Exercise details: Each line in the entries below that holds the word "than" belongs in the answer.

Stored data
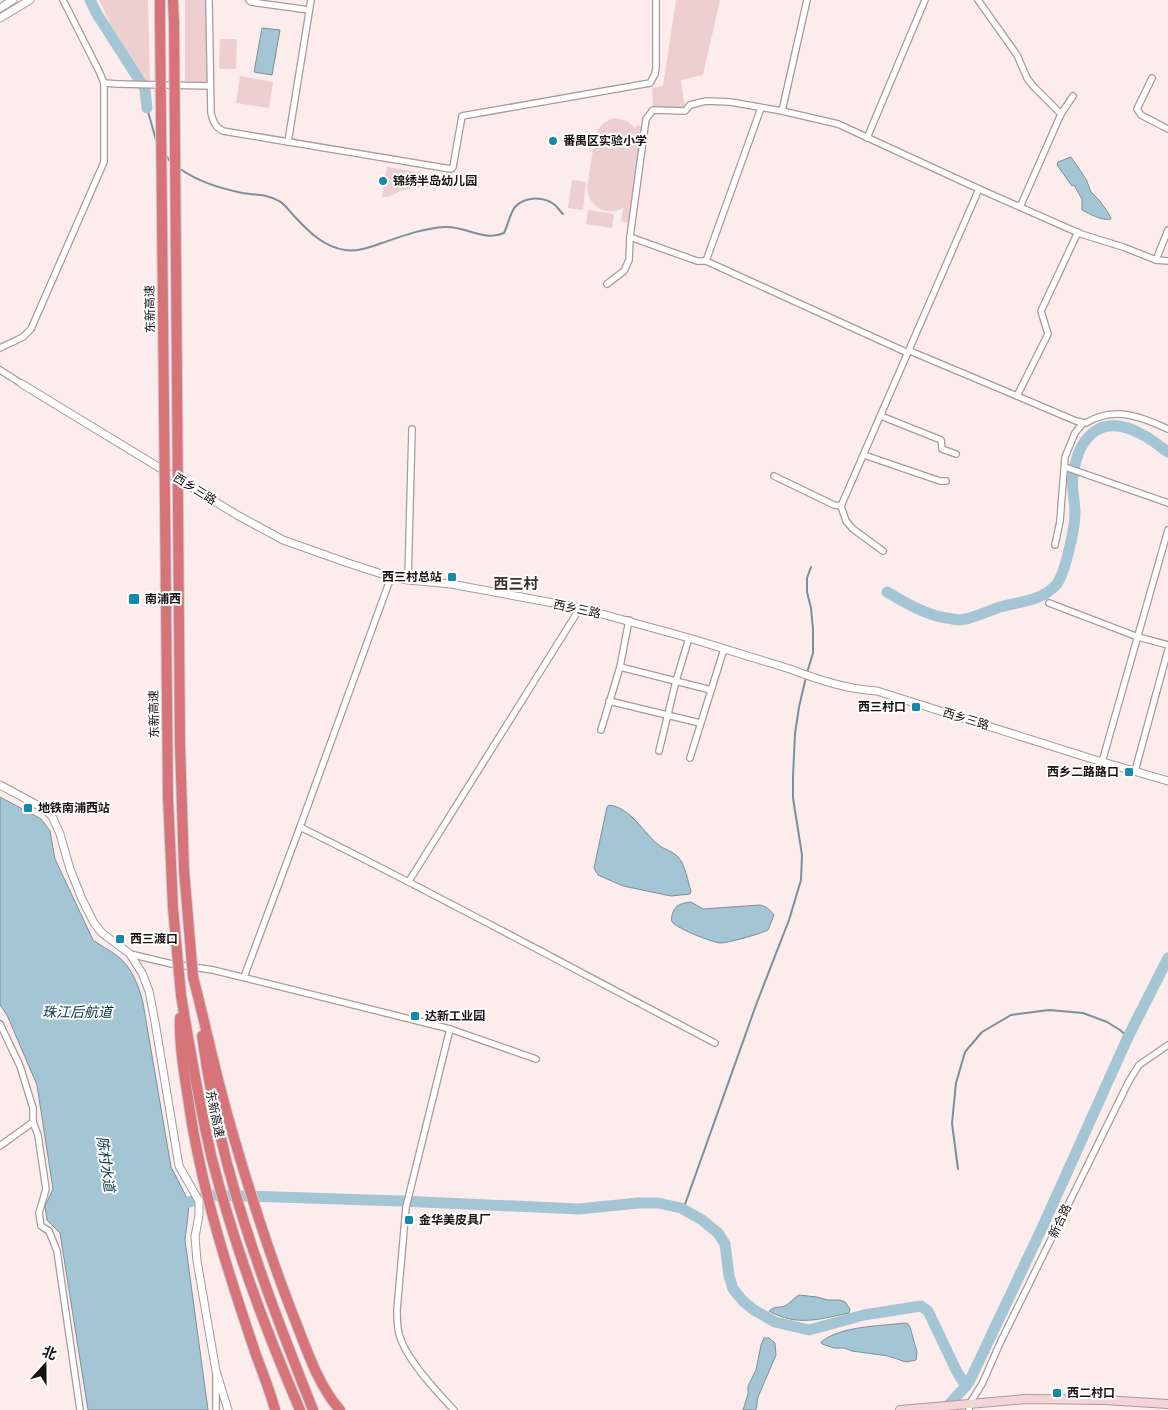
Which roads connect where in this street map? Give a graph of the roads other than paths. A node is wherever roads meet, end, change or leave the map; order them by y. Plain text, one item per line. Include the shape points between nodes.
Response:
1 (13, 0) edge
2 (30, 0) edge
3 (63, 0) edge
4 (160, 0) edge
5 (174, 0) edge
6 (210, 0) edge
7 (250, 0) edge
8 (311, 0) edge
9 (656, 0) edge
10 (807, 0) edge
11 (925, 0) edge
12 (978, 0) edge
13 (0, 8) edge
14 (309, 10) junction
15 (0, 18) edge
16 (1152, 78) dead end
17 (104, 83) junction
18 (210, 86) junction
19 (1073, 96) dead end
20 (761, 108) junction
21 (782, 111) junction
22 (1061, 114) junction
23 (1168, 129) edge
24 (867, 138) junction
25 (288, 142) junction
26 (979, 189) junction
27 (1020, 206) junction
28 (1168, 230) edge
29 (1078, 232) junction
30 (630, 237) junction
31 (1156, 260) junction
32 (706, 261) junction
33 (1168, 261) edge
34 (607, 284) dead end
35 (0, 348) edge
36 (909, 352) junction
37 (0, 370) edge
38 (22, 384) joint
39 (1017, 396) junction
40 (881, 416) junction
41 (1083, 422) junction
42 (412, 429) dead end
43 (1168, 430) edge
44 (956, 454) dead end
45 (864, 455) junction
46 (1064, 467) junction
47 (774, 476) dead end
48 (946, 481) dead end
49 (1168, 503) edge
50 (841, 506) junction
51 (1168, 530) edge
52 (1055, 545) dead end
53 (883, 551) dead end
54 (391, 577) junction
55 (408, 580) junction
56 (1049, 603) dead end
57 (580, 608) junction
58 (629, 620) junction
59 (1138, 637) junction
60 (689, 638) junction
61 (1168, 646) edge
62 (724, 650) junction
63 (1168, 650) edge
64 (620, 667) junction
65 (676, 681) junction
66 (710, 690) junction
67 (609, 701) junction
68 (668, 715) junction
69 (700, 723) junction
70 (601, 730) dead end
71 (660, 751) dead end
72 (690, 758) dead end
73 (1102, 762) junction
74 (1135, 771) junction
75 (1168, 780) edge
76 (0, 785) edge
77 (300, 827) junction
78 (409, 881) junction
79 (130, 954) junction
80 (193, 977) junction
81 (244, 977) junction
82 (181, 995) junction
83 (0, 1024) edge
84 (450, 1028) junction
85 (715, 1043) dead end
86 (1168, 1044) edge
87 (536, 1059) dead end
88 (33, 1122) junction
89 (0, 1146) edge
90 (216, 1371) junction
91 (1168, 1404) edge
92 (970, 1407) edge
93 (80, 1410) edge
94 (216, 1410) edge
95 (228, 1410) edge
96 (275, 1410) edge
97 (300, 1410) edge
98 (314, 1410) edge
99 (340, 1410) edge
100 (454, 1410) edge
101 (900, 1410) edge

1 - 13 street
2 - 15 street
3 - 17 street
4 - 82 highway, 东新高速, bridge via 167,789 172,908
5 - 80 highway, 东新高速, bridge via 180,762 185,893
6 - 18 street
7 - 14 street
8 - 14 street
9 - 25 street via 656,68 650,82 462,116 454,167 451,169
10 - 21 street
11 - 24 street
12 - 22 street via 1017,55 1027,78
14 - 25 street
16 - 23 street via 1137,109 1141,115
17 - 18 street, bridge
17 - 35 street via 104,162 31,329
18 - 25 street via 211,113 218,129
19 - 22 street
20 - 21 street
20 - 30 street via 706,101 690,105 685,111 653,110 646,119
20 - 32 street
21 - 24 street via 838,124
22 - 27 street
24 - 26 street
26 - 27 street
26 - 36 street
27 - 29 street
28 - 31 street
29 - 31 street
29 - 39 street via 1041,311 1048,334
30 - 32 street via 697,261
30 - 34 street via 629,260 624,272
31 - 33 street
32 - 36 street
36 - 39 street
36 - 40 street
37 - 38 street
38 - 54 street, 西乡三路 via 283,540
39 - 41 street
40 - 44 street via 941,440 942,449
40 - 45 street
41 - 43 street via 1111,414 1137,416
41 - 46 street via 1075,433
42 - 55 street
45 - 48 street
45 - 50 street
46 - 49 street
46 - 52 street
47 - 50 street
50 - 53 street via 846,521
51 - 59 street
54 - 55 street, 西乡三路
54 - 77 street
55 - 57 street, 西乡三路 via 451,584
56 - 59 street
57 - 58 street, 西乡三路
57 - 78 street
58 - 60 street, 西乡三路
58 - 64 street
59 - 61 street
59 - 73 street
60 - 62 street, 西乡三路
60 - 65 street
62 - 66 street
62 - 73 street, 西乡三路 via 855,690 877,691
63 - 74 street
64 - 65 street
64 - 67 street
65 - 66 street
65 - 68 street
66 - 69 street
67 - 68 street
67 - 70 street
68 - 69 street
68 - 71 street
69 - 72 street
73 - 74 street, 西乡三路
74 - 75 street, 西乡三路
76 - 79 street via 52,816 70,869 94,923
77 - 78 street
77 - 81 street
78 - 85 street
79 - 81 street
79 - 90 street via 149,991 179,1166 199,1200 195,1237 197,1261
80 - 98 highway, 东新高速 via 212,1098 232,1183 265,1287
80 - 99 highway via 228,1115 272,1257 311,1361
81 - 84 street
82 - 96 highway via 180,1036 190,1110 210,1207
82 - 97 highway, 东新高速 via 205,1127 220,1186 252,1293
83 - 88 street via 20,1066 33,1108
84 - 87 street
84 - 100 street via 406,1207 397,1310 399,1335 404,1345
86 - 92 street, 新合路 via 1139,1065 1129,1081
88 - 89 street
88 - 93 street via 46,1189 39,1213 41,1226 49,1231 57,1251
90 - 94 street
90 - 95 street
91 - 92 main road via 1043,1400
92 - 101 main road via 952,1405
==
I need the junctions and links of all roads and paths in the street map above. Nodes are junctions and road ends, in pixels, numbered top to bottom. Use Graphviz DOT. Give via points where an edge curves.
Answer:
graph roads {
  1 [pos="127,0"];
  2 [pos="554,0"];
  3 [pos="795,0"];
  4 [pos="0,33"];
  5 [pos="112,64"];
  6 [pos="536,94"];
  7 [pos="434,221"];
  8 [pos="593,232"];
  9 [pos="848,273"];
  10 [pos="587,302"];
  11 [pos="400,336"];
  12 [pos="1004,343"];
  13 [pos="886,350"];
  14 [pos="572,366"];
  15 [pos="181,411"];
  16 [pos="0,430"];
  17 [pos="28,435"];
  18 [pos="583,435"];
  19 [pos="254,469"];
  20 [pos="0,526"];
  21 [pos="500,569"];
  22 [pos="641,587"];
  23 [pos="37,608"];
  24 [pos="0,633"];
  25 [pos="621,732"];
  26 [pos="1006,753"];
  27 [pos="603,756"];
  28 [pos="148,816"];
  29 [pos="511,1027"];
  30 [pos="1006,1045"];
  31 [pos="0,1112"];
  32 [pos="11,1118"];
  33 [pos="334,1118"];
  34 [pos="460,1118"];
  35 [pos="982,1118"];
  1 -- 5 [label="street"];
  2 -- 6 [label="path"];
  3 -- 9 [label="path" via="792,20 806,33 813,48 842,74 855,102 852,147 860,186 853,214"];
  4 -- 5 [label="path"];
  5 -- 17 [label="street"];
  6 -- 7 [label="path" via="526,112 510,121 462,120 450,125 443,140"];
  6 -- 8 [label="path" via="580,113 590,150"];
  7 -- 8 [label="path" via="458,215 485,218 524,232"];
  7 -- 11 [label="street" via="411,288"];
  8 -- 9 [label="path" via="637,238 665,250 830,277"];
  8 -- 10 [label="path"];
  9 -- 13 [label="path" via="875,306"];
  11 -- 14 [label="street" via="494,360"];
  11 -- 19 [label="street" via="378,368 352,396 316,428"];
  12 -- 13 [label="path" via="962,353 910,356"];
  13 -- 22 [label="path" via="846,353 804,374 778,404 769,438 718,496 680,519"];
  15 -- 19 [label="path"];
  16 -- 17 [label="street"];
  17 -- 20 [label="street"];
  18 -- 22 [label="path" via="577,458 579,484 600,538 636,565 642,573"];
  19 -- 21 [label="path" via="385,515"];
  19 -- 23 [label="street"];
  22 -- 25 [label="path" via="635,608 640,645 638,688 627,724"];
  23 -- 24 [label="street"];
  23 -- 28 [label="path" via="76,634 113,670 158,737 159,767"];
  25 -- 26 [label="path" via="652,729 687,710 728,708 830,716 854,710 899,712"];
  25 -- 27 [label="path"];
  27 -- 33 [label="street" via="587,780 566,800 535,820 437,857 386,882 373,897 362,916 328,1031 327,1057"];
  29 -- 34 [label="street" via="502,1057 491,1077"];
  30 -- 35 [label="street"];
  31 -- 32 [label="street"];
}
---
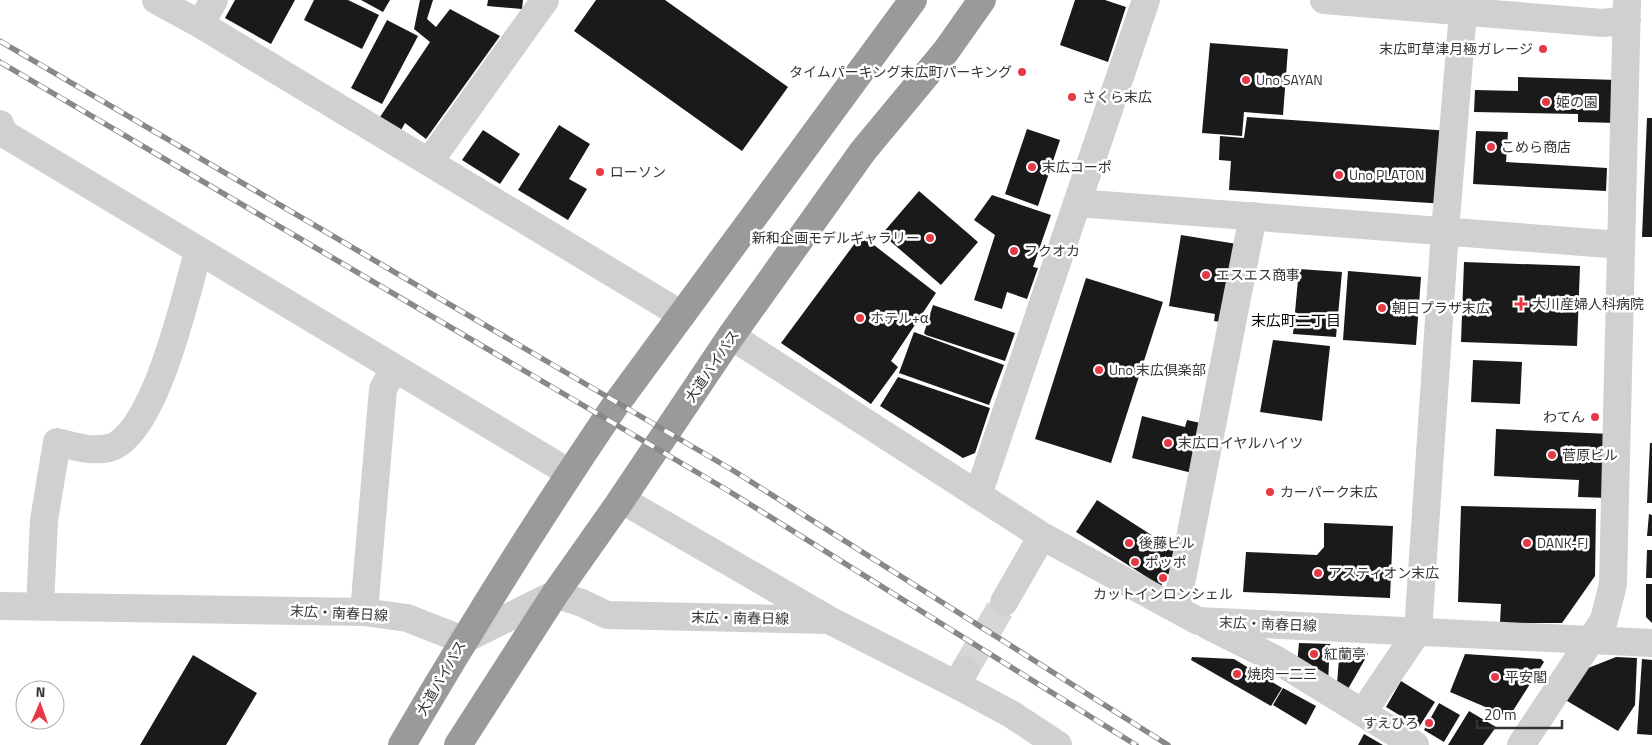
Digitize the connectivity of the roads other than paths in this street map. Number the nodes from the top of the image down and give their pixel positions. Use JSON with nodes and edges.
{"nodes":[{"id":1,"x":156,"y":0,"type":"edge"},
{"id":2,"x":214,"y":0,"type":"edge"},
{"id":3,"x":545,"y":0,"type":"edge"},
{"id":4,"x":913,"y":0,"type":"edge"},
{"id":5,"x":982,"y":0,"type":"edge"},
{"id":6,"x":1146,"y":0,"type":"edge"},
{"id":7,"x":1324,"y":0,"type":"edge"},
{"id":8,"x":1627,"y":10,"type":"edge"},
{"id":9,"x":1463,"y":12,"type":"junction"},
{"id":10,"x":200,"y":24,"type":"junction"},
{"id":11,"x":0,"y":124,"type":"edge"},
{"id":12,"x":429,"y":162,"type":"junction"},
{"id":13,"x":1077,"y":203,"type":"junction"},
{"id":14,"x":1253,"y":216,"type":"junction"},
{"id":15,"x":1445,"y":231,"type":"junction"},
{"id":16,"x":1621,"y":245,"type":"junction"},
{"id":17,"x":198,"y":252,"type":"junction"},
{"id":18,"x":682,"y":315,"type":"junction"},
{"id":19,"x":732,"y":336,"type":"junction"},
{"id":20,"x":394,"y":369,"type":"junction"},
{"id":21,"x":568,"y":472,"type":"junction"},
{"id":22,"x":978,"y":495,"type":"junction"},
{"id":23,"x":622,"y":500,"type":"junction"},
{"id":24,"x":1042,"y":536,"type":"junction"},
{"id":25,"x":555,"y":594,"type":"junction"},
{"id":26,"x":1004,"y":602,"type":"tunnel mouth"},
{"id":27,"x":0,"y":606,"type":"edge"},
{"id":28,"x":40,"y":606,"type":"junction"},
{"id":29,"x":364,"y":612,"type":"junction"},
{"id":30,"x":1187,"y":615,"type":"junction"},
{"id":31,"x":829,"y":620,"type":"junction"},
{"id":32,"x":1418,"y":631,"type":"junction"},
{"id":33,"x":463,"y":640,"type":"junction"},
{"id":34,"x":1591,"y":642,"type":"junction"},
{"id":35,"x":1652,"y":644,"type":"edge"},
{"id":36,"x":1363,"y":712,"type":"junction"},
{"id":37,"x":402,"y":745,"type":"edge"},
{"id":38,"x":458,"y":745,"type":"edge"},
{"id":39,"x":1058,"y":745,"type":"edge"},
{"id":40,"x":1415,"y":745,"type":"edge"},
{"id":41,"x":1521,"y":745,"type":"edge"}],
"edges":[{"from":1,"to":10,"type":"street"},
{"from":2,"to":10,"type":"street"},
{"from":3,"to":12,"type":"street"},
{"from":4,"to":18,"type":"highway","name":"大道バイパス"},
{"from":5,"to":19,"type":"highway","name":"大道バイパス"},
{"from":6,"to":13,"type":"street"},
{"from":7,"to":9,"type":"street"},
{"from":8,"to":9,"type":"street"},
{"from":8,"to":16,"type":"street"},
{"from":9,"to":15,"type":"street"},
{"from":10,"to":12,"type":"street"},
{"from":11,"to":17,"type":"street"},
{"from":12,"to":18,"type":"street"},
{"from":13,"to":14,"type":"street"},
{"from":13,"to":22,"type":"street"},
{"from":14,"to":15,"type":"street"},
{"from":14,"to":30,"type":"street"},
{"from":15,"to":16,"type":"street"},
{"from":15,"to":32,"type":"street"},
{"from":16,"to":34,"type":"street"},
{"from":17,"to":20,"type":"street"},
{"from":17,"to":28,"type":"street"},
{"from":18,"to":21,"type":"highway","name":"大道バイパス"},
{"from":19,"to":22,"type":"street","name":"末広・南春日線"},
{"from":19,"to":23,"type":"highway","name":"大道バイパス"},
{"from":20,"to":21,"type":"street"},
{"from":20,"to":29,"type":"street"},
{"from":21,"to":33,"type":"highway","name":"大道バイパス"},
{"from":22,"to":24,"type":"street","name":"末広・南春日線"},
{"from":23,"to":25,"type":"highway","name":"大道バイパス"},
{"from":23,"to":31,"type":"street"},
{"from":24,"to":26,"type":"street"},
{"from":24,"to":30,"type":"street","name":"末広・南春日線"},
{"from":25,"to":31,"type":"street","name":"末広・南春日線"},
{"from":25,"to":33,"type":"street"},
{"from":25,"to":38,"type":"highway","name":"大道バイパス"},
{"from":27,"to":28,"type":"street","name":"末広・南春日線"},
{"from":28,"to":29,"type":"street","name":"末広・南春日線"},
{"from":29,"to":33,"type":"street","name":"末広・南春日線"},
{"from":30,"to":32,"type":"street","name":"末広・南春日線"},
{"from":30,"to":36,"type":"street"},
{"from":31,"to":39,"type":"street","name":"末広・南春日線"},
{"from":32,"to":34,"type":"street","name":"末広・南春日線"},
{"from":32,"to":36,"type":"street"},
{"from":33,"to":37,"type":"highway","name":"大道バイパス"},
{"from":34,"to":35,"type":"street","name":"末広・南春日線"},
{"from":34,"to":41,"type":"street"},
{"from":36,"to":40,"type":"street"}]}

Solution to the problem:
Which roads connect where in this street map? Give a graph of the roads other than paths. A node is wherever roads meet, end, change or leave the map; order them by y. Plain text, one item per line. Include the shape points between nodes.
Digitize the connectivity of the roads other than paths in this street map. Number the nodes from the top of the image down and give their pixel positions. Use JSON with nodes and edges.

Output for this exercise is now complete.